Start of Dataset content

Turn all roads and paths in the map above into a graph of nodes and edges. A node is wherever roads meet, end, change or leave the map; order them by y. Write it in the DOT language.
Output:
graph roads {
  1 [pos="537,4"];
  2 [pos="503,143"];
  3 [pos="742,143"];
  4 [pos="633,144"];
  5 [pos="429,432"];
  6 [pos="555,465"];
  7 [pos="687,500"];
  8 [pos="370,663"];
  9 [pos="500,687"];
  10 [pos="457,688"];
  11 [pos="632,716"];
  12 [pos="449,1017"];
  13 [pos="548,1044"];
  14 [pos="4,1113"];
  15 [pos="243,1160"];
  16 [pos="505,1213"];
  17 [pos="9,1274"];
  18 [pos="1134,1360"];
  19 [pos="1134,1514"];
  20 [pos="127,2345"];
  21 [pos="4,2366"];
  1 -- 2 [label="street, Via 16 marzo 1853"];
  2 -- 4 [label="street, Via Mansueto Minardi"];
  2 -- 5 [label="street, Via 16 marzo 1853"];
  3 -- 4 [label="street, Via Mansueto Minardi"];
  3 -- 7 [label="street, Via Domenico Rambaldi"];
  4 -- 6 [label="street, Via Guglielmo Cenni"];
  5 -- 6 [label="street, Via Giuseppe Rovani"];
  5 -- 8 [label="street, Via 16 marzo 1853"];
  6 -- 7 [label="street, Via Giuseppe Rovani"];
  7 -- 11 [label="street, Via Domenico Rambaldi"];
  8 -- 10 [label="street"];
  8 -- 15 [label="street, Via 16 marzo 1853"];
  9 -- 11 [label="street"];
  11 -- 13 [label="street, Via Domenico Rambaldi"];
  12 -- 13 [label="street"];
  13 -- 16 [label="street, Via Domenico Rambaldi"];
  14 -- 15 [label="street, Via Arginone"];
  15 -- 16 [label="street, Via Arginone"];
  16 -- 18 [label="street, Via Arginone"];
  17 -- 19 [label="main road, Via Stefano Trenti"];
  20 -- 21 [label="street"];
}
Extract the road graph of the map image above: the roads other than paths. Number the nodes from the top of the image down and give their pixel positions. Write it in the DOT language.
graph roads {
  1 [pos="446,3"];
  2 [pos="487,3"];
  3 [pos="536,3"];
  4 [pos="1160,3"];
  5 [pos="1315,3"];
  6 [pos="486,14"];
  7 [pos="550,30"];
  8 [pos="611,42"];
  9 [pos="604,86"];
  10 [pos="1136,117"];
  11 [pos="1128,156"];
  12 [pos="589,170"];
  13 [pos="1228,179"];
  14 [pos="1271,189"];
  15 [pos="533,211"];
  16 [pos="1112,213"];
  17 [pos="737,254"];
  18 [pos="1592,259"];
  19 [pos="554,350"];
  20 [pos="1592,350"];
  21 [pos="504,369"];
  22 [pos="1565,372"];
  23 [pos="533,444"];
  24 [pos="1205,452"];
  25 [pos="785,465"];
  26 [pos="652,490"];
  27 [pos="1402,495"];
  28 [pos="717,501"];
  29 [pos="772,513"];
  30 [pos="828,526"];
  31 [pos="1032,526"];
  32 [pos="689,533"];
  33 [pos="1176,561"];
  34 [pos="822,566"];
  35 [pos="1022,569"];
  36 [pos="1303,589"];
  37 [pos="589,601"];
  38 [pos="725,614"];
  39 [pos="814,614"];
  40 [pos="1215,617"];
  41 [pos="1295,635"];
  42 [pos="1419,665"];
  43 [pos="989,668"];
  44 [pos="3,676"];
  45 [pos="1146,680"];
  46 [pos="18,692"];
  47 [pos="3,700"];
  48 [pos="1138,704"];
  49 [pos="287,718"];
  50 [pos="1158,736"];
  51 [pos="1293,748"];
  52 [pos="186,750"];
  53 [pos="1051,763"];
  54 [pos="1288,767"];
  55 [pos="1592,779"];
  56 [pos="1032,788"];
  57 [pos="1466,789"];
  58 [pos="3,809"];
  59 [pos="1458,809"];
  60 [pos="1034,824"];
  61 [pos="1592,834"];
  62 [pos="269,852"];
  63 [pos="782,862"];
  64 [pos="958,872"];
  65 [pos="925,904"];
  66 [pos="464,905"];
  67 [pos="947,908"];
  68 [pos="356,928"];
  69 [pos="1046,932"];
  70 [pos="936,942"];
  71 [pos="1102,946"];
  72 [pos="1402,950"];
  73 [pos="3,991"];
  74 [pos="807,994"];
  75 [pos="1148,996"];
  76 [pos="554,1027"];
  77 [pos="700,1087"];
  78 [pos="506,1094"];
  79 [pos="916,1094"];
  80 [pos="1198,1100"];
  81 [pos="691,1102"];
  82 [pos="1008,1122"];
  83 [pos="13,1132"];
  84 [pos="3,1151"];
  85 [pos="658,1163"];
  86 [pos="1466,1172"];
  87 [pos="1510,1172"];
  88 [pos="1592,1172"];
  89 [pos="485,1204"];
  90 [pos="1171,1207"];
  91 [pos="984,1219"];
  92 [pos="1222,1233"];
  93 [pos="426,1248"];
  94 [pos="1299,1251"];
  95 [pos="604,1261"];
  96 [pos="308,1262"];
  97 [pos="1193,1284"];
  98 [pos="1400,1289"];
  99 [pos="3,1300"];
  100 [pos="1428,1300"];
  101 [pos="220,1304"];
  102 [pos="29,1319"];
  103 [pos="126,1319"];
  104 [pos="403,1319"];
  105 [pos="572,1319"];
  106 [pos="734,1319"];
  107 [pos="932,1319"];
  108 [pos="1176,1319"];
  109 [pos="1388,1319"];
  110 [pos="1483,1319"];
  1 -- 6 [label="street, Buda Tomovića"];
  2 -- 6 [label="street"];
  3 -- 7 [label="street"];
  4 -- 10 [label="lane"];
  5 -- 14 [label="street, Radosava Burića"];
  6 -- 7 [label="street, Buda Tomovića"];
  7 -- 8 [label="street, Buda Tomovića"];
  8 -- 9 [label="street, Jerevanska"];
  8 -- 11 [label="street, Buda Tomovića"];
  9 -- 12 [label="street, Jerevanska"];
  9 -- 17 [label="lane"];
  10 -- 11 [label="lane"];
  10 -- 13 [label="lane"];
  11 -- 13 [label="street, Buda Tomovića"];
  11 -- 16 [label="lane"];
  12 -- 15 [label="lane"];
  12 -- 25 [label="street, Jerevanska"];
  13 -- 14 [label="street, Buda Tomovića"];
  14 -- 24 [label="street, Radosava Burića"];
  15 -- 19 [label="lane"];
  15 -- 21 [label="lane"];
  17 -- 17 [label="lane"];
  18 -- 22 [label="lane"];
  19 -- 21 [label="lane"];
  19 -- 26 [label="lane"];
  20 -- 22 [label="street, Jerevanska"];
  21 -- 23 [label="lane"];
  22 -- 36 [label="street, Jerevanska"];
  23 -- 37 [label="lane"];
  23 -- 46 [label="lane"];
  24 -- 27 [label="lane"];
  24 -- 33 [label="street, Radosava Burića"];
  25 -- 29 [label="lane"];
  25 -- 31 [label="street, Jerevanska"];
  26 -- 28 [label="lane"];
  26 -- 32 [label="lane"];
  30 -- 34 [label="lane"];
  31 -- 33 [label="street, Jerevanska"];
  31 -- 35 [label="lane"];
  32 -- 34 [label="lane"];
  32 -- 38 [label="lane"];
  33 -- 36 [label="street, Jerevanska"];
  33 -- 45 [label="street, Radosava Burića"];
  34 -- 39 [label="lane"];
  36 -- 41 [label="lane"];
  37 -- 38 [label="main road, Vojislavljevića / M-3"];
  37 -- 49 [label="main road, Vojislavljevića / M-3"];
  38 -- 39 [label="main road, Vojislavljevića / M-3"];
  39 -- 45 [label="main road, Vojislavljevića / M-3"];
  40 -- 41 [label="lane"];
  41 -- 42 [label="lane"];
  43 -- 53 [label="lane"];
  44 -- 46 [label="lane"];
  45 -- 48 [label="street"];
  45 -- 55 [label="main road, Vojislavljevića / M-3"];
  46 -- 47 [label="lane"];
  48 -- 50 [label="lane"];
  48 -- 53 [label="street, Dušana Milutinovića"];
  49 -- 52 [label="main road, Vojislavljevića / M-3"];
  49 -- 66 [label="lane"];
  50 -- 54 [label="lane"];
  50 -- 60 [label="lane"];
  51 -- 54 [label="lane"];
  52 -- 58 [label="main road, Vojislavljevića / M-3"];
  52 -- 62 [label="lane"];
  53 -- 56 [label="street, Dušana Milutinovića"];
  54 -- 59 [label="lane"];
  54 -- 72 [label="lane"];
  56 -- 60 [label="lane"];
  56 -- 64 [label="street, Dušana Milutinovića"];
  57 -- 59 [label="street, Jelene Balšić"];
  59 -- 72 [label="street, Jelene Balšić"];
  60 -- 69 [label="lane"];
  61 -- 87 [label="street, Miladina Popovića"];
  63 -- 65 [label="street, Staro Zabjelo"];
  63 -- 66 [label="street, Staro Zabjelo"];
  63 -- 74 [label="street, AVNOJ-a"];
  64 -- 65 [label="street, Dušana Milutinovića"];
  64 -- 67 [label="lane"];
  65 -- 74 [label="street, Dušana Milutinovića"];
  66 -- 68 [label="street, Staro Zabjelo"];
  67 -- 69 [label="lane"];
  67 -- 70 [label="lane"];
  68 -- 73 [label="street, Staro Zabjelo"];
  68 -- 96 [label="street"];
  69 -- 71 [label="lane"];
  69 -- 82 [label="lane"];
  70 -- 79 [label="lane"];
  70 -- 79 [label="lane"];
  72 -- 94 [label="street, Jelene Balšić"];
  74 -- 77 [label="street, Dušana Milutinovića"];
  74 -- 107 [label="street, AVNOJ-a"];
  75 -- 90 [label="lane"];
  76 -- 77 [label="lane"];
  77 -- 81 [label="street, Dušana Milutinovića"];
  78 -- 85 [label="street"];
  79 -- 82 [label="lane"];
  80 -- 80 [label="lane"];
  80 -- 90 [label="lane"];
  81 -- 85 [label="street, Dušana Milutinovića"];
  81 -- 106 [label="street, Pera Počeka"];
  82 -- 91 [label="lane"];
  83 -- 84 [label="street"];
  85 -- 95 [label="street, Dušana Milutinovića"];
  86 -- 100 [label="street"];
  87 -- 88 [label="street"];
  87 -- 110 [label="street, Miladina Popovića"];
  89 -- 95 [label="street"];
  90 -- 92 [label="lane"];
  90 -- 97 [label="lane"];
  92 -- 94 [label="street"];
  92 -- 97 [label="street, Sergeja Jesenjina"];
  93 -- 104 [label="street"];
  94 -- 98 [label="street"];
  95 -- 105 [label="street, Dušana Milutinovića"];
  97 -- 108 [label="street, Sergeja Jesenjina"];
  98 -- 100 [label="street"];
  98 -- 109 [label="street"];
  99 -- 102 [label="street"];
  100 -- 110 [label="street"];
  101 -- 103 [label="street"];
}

End of Dataset content

## Prompt
The answer must be a single number: how many lines of the data hold the word "Tomovića".

## Answer section
6